Semester GPA, explained
Your semester GPA is the average grade point across every class you took that term, weighted by how many credits each class is worth. A 4-credit math class influences the average more than a 1-credit elective.
A semester GPA averages your grades from a single academic term (semester or quarter), weighted by credit hours. It's a snapshot of one term's performance — multiple semester GPAs roll up into your cumulative GPA.
- Scope
- One term only (single semester)
- Weighting
- By credit hours
- Used for
- Term snapshots, dean's list eligibility
- Combine with
- Cumulative GPA Calculator across terms
Want to see how this term changes your overall record? Use the Cumulative GPA Calculator — it combines this semester with your prior GPA.

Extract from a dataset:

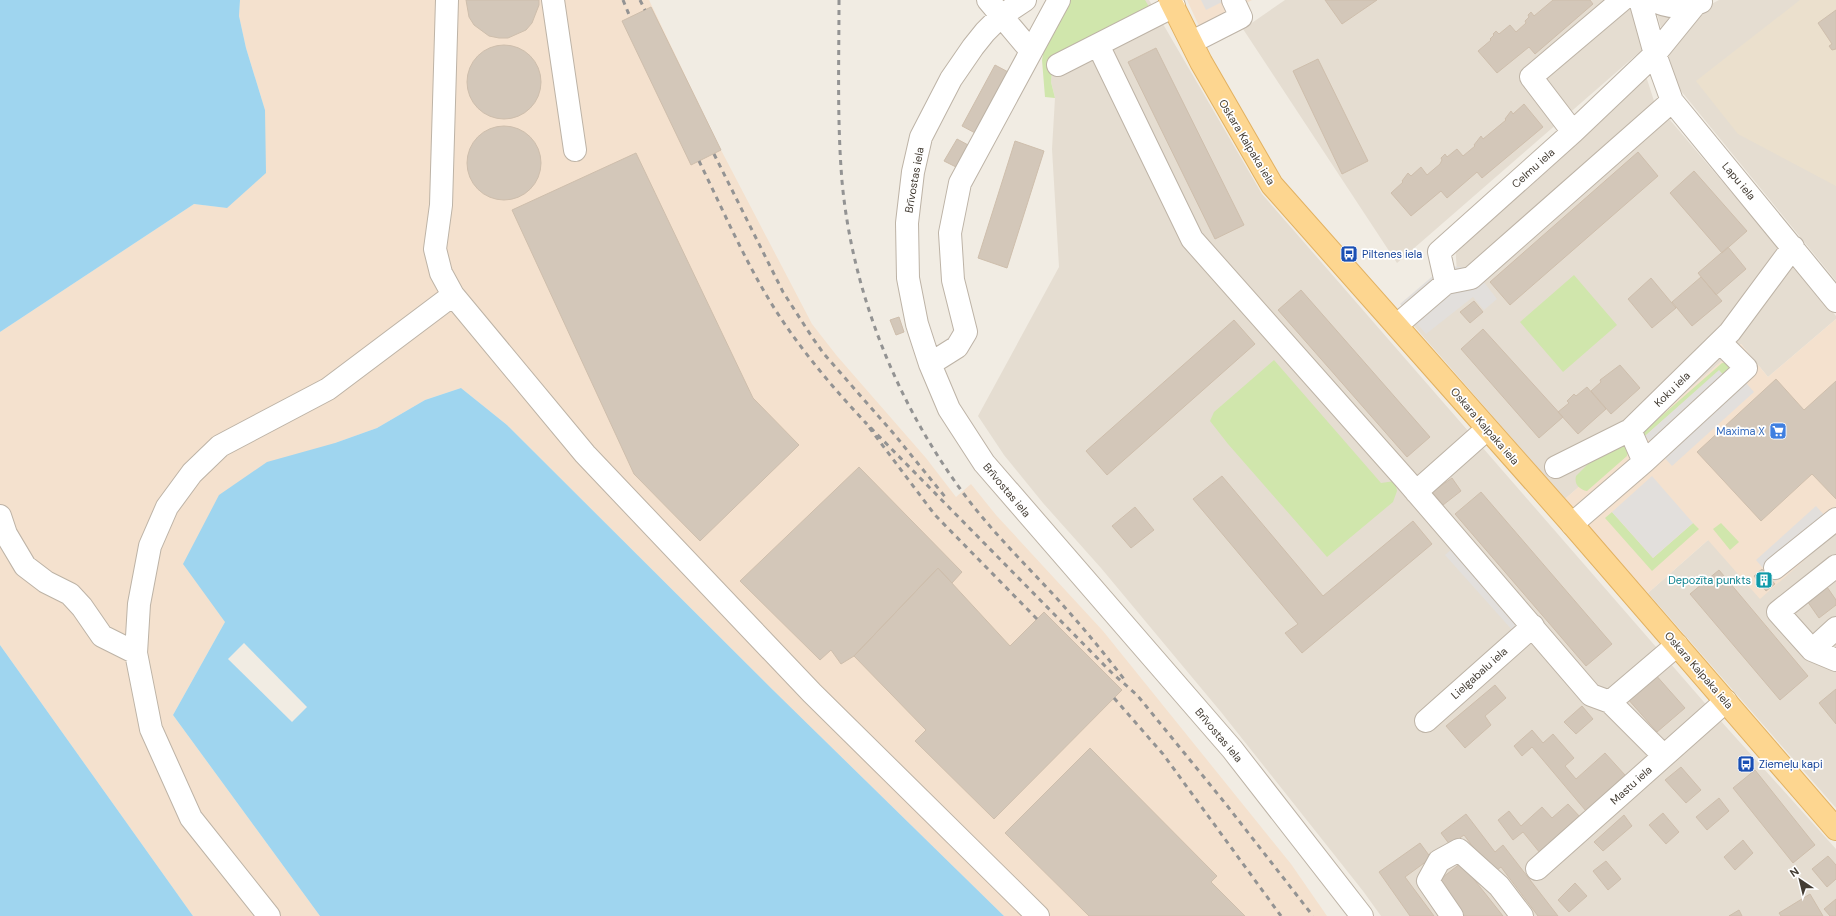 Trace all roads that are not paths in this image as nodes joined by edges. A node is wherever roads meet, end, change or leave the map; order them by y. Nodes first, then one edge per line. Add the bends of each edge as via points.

Quarter, trimester, and semester systems
Most US schools run two semesters per year (fall + spring) plus an optional summer term. Some run quarters (3 per year, ~10 weeks each) or trimesters (3 per year, ~13 weeks). The math is identical — sum (grade × credits), divide by total credits — but term credits differ. A 4-credit semester course often equals a 5-credit quarter course in terms of contact hours. Use this calculator term-by-term, then roll into the cumulative GPA once each term posts.
Mid-term and forecasting
Final grades not posted? The Current GPA Calculator uses your in-progress assignment grades to estimate where the semester is heading. If you have a target — say a 3.5 by year-end — the GPA Goal Calculator reverses the math: enter the target, current GPA, and remaining credits, and it returns the average grade you need.
High school vs college semester GPA
High school semester GPA usually shows both weighted and unweighted; the High School GPA Calculator handles both views with AP/Honors weighting. College semester GPA is almost always unweighted on a 4.0 scale — see the College GPA Calculator.